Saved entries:

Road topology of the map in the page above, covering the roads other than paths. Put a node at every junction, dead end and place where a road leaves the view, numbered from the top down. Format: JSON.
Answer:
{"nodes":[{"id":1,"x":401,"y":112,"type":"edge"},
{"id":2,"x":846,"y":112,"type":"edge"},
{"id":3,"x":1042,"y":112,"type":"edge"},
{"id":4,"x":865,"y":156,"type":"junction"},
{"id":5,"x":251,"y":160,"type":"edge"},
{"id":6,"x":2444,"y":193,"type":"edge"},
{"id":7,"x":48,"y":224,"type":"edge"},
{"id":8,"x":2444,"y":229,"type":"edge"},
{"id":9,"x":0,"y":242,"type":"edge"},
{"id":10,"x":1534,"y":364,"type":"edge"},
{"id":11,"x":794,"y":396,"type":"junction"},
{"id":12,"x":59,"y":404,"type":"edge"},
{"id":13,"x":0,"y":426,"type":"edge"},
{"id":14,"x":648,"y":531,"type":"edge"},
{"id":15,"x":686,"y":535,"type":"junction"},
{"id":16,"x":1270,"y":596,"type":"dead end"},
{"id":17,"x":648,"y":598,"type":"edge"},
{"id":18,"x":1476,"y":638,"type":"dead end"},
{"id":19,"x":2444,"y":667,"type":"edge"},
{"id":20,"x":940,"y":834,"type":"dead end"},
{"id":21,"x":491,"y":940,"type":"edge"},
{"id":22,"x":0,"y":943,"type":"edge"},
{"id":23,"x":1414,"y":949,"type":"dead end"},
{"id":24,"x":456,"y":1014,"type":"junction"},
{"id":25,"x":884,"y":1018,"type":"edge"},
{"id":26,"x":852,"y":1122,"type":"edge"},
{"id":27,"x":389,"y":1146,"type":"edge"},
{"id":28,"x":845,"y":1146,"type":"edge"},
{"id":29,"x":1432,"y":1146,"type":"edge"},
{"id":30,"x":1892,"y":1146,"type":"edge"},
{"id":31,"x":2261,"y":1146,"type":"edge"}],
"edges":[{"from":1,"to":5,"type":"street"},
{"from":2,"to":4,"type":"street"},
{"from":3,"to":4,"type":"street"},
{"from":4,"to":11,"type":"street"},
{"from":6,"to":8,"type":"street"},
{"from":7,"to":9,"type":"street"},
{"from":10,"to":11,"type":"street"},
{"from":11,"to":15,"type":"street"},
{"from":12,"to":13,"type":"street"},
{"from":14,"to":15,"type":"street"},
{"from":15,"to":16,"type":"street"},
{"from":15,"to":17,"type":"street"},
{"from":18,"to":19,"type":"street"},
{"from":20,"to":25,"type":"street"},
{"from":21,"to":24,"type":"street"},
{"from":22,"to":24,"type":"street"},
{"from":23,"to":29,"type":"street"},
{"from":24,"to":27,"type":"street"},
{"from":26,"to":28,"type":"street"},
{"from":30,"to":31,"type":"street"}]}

Exercise: All the entries should be written out again precisely.

Output below:
Road topology of the map in the page above, covering the roads other than paths. Put a node at every junction, dead end and place where a road leaves the view, numbered from the top down. Format: JSON.
Answer:
{"nodes":[{"id":1,"x":401,"y":112,"type":"edge"},
{"id":2,"x":846,"y":112,"type":"edge"},
{"id":3,"x":1042,"y":112,"type":"edge"},
{"id":4,"x":865,"y":156,"type":"junction"},
{"id":5,"x":251,"y":160,"type":"edge"},
{"id":6,"x":2444,"y":193,"type":"edge"},
{"id":7,"x":48,"y":224,"type":"edge"},
{"id":8,"x":2444,"y":229,"type":"edge"},
{"id":9,"x":0,"y":242,"type":"edge"},
{"id":10,"x":1534,"y":364,"type":"edge"},
{"id":11,"x":794,"y":396,"type":"junction"},
{"id":12,"x":59,"y":404,"type":"edge"},
{"id":13,"x":0,"y":426,"type":"edge"},
{"id":14,"x":648,"y":531,"type":"edge"},
{"id":15,"x":686,"y":535,"type":"junction"},
{"id":16,"x":1270,"y":596,"type":"dead end"},
{"id":17,"x":648,"y":598,"type":"edge"},
{"id":18,"x":1476,"y":638,"type":"dead end"},
{"id":19,"x":2444,"y":667,"type":"edge"},
{"id":20,"x":940,"y":834,"type":"dead end"},
{"id":21,"x":491,"y":940,"type":"edge"},
{"id":22,"x":0,"y":943,"type":"edge"},
{"id":23,"x":1414,"y":949,"type":"dead end"},
{"id":24,"x":456,"y":1014,"type":"junction"},
{"id":25,"x":884,"y":1018,"type":"edge"},
{"id":26,"x":852,"y":1122,"type":"edge"},
{"id":27,"x":389,"y":1146,"type":"edge"},
{"id":28,"x":845,"y":1146,"type":"edge"},
{"id":29,"x":1432,"y":1146,"type":"edge"},
{"id":30,"x":1892,"y":1146,"type":"edge"},
{"id":31,"x":2261,"y":1146,"type":"edge"}],
"edges":[{"from":1,"to":5,"type":"street"},
{"from":2,"to":4,"type":"street"},
{"from":3,"to":4,"type":"street"},
{"from":4,"to":11,"type":"street"},
{"from":6,"to":8,"type":"street"},
{"from":7,"to":9,"type":"street"},
{"from":10,"to":11,"type":"street"},
{"from":11,"to":15,"type":"street"},
{"from":12,"to":13,"type":"street"},
{"from":14,"to":15,"type":"street"},
{"from":15,"to":16,"type":"street"},
{"from":15,"to":17,"type":"street"},
{"from":18,"to":19,"type":"street"},
{"from":20,"to":25,"type":"street"},
{"from":21,"to":24,"type":"street"},
{"from":22,"to":24,"type":"street"},
{"from":23,"to":29,"type":"street"},
{"from":24,"to":27,"type":"street"},
{"from":26,"to":28,"type":"street"},
{"from":30,"to":31,"type":"street"}]}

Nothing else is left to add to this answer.